What is being asked -> Please reproduce all of the data exactly as it appears, but skip the pictures.
────────────────────
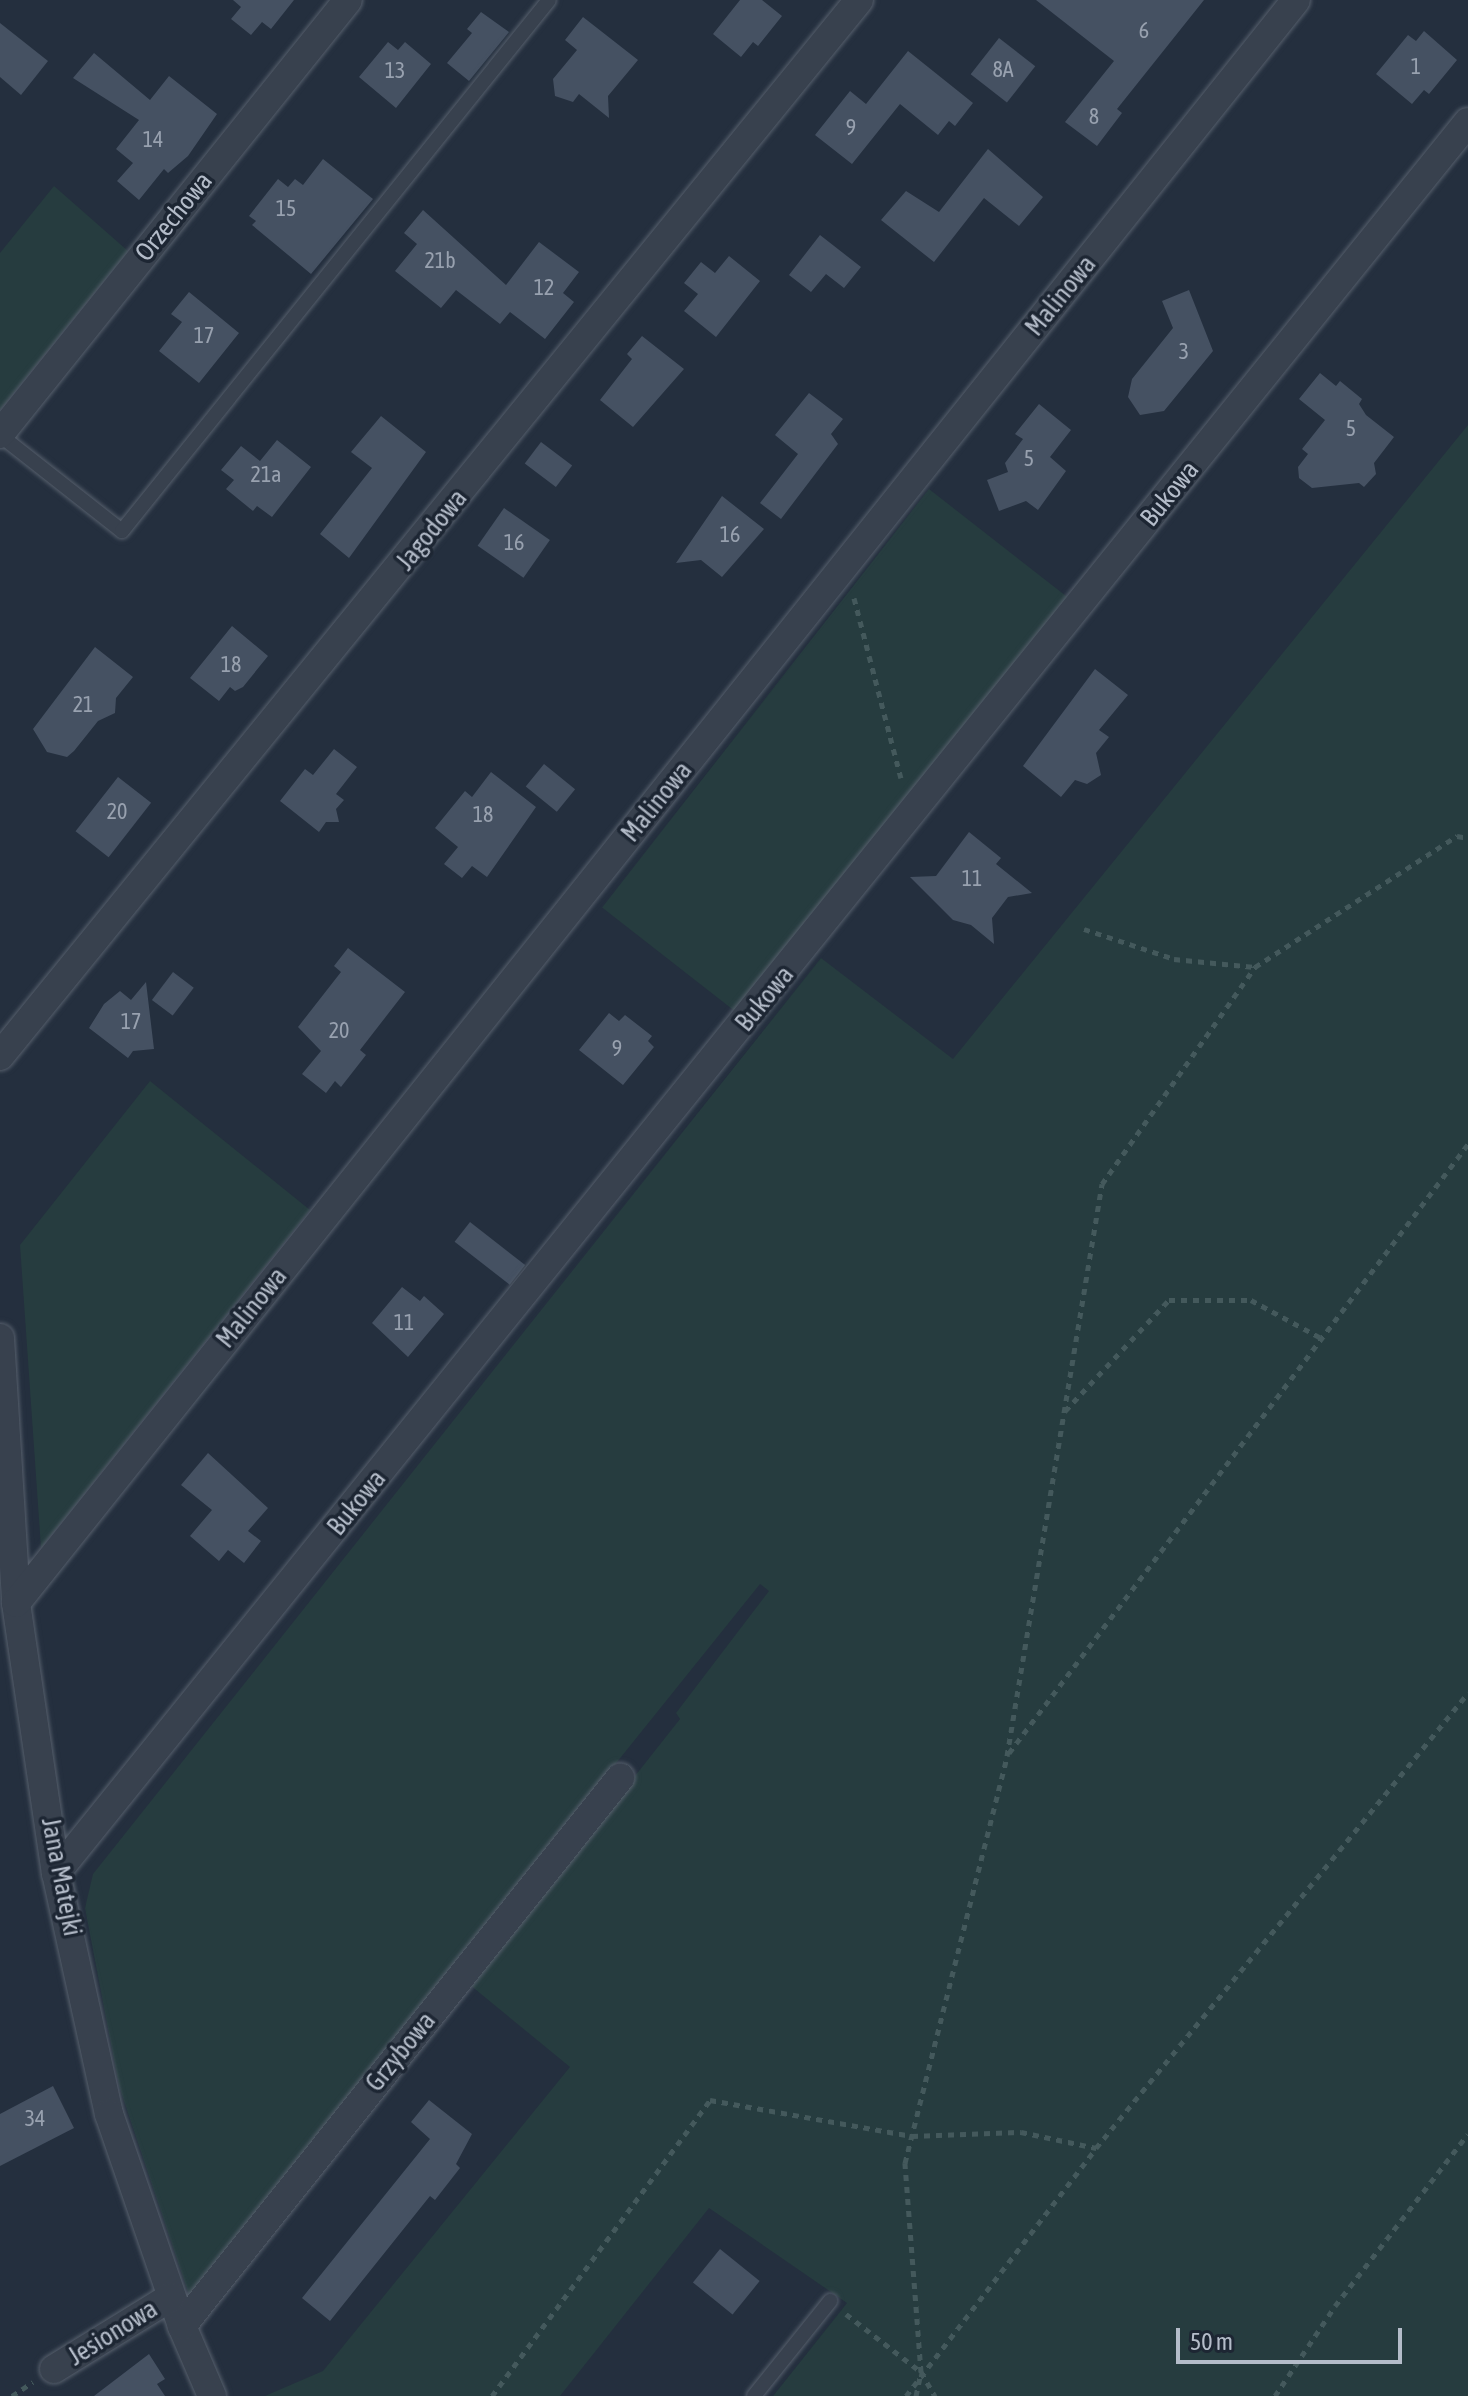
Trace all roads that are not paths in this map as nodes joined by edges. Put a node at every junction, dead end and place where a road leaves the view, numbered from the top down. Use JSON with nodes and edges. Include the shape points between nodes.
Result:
{"nodes":[{"id":1,"x":348,"y":0,"type":"edge"},
{"id":2,"x":549,"y":0,"type":"edge"},
{"id":3,"x":859,"y":0,"type":"edge"},
{"id":4,"x":1296,"y":0,"type":"edge"},
{"id":5,"x":1468,"y":122,"type":"edge"},
{"id":6,"x":0,"y":434,"type":"edge"},
{"id":7,"x":0,"y":1056,"type":"edge"},
{"id":8,"x":0,"y":1338,"type":"edge"},
{"id":9,"x":0,"y":1357,"type":"edge"},
{"id":10,"x":16,"y":1603,"type":"junction"},
{"id":11,"x":620,"y":1778,"type":"dead end"},
{"id":12,"x":56,"y":1873,"type":"junction"},
{"id":13,"x":171,"y":2297,"type":"junction"},
{"id":14,"x":830,"y":2301,"type":"road end"},
{"id":15,"x":182,"y":2326,"type":"junction"},
{"id":16,"x":54,"y":2369,"type":"dead end"},
{"id":17,"x":212,"y":2396,"type":"edge"},
{"id":18,"x":754,"y":2396,"type":"edge"}],
"edges":[{"from":1,"to":6,"type":"street","name":"Orzechowa"},
{"from":2,"to":6,"type":"lane","via":[[122,531]]},
{"from":3,"to":7,"type":"street","name":"Jagodowa"},
{"from":4,"to":10,"type":"street","name":"Malinowa"},
{"from":5,"to":12,"type":"street","name":"Bukowa"},
{"from":8,"to":9,"type":"street","name":"Jana Matejki"},
{"from":9,"to":10,"type":"street","name":"Jana Matejki"},
{"from":10,"to":12,"type":"street","name":"Jana Matejki"},
{"from":11,"to":15,"type":"street","name":"Grzybowa"},
{"from":12,"to":13,"type":"street","name":"Jana Matejki","via":[[109,2114]]},
{"from":13,"to":15,"type":"street","name":"Jana Matejki"},
{"from":13,"to":16,"type":"street","name":"Jesionowa"},
{"from":14,"to":18,"type":"lane"},
{"from":15,"to":17,"type":"street","name":"Jana Matejki"}]}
────────────────────
Task response ->
Trace all roads that are not paths in this map as nodes joined by edges. Put a node at every junction, dead end and place where a road leaves the view, numbered from the top down. Use JSON with nodes and edges. Include the shape points between nodes.
Result:
{"nodes":[{"id":1,"x":348,"y":0,"type":"edge"},
{"id":2,"x":549,"y":0,"type":"edge"},
{"id":3,"x":859,"y":0,"type":"edge"},
{"id":4,"x":1296,"y":0,"type":"edge"},
{"id":5,"x":1468,"y":122,"type":"edge"},
{"id":6,"x":0,"y":434,"type":"edge"},
{"id":7,"x":0,"y":1056,"type":"edge"},
{"id":8,"x":0,"y":1338,"type":"edge"},
{"id":9,"x":0,"y":1357,"type":"edge"},
{"id":10,"x":16,"y":1603,"type":"junction"},
{"id":11,"x":620,"y":1778,"type":"dead end"},
{"id":12,"x":56,"y":1873,"type":"junction"},
{"id":13,"x":171,"y":2297,"type":"junction"},
{"id":14,"x":830,"y":2301,"type":"road end"},
{"id":15,"x":182,"y":2326,"type":"junction"},
{"id":16,"x":54,"y":2369,"type":"dead end"},
{"id":17,"x":212,"y":2396,"type":"edge"},
{"id":18,"x":754,"y":2396,"type":"edge"}],
"edges":[{"from":1,"to":6,"type":"street","name":"Orzechowa"},
{"from":2,"to":6,"type":"lane","via":[[122,531]]},
{"from":3,"to":7,"type":"street","name":"Jagodowa"},
{"from":4,"to":10,"type":"street","name":"Malinowa"},
{"from":5,"to":12,"type":"street","name":"Bukowa"},
{"from":8,"to":9,"type":"street","name":"Jana Matejki"},
{"from":9,"to":10,"type":"street","name":"Jana Matejki"},
{"from":10,"to":12,"type":"street","name":"Jana Matejki"},
{"from":11,"to":15,"type":"street","name":"Grzybowa"},
{"from":12,"to":13,"type":"street","name":"Jana Matejki","via":[[109,2114]]},
{"from":13,"to":15,"type":"street","name":"Jana Matejki"},
{"from":13,"to":16,"type":"street","name":"Jesionowa"},
{"from":14,"to":18,"type":"lane"},
{"from":15,"to":17,"type":"street","name":"Jana Matejki"}]}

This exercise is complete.